SECTION 3. SHARES OF STOCK SUBJECT TO PLAN.

         The aggregate number of shares of Stock reserved and available for
distribution under the Plan shall not exceed 4,400,000 shares, which includes
200,000 shares reserved for issuance pursuant to Section 9 hereof. Such shares
of Common Stock may consist, in whole or in part, of authorized and unissued
shares or of issued shares purchased and held by the Corporation.





                                       4


         If any shares of Stock that have been optioned cease to be subject to
a Stock Option, or if any shares of Stock that are subject to any Restricted
Stock or Other Stock-Based Award granted hereunder are forfeited prior to the
payment of any dividends, if applicable, with respect to such shares of Stock,
or any such award otherwise terminates without a payment being made to the
participant in the form of Stock, such shares shall again be available for
distribution in connection with future awards under the Plan.

         In the event of any merger, reorganization, consolidation,
recapitalization, extraordinary cash dividend, Stock dividend, Stock split or
other change in corporate structure affecting the Stock, an appropriate
substitution or adjustment shall be made in the aggregate number of shares
reserved for issuance under the Plan, in the number and option price of shares
subject to outstanding Options granted under the Plan, and in the number of
shares subject to other outstanding awards granted under the Plan as may be
determined to be appropriate by the Committee, in its sole discretion, provided
that the number of shares subject to any award shall always be a whole number.
Such adjusted option price shall also be used to determine the amount payable
by the Corporation upon the exercise of any Stock Appreciation Right associated
with any Stock Option. The maximum number of shares that may be awarded to any
participant under Section 4 of this Plan will be adjusted in the same manner as
the number of shares subject to outstanding Options.

SECTION 4. ELIGIBILITY.

         Officers and other key employees of and consultants to the Corporation
and its Subsidiaries and Affiliates (but excluding members of the Committee and
any person who serves only as a director, except as otherwise provided in
Section 9) who are responsible for or contribute to the management, growth
and/or profitability of the business of the Corporation and/or its Subsidiaries
and Affiliates are eligible to be granted awards under the Plan. No individual
employee, officer or consultant shall receive aggregate awards hereunder
amounting to more than 500,000 shares, subject to adjustment as provided in
Section 3.

SECTION 5. STOCK OPTIONS.

         Stock Options may be granted alone, in addition to or in tandem with
other awards granted under the Plan and/or cash awards made outside of the
Plan. Any Stock Option granted under the Plan shall be in such form as the
Committee may from time to time approve.

         Stock Options granted under the Plan may be of two types: (i)
Incentive Stock Options and (ii) Non-Qualified Stock Options. Incentive Stock
Options may be granted only to individuals who are employees of the Corporation
or any Subsidiary of the Corporation.

         The Committee shall have the authority to grant to any optionee
Incentive Stock Options, Non-Qualified Stock Options, or both types of Stock
Options (in each case with or without Stock Appreciation Rights).
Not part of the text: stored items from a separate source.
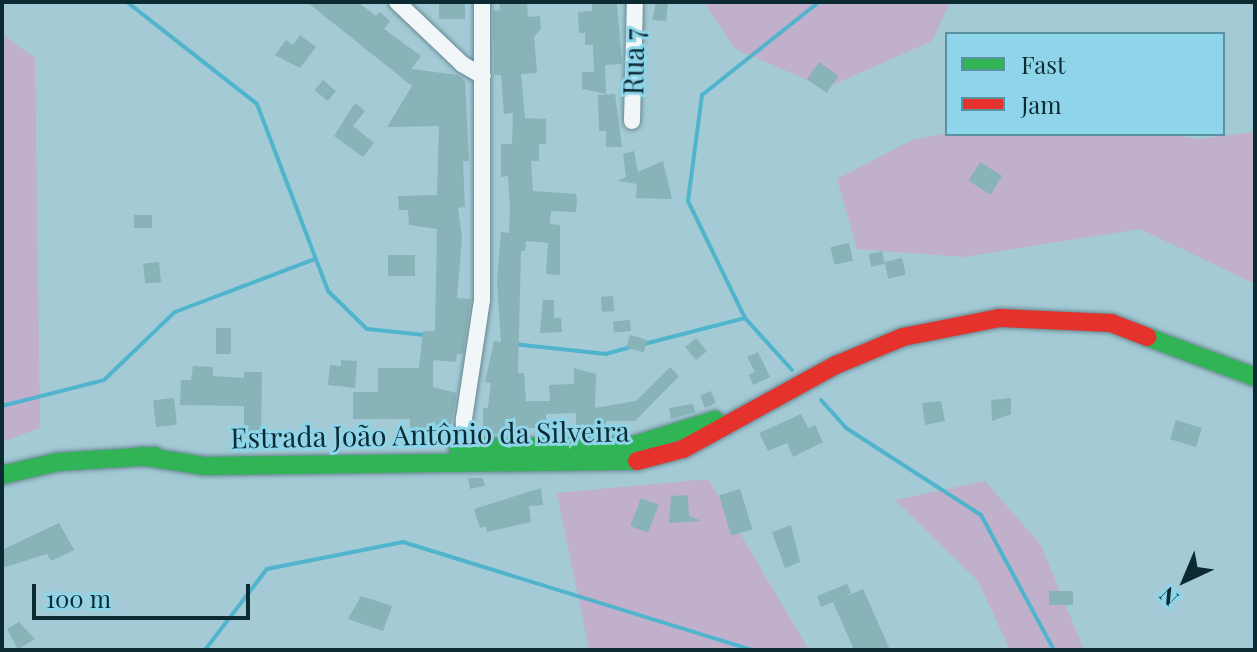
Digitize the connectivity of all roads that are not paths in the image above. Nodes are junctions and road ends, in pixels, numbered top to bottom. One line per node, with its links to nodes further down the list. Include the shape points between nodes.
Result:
1 (397, 2): 4 (street, via 462,64)
2 (482, 2): 4 (street)
3 (635, 2): 5 (street, Rua 7)
4 (483, 76): 7 (street, via 482,300 464,419)
5 (632, 121)
6 (1255, 377): 7 (main road, Estrada João Antônio da Silveira, via 1111,323 1000,318 903,337 756,407 631,446)
7 (466, 455): 8 (main road, Estrada João Antônio da Silveira, via 141,456 57,462)
8 (2, 475)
                                       5


         Options granted to officers, key employees and consultants under the
Plan shall be subject to the following terms and conditions and shall contain
such additional terms and conditions, not inconsistent with the terms of the
Plan, as the Committee shall deem desirable.

                  (a) Option Price. The option price per share of Stock
         purchasable under a Stock Option shall be determined by the Committee
         at the time of grant but shall be not less than 100% (or, in the case
         of any employee who owns stock possessing more than 10% of the total
         combined voting power of all classes of stock of the Corporation or of
         any of its Subsidiaries, not less than 110%) of the Fair Market Value
         of the Stock at grant, in the case of Incentive Stock Options, and not
         less than 50% of the Fair Market Value of the Stock at grant, in the
         case of Non-Qualified Stock Options.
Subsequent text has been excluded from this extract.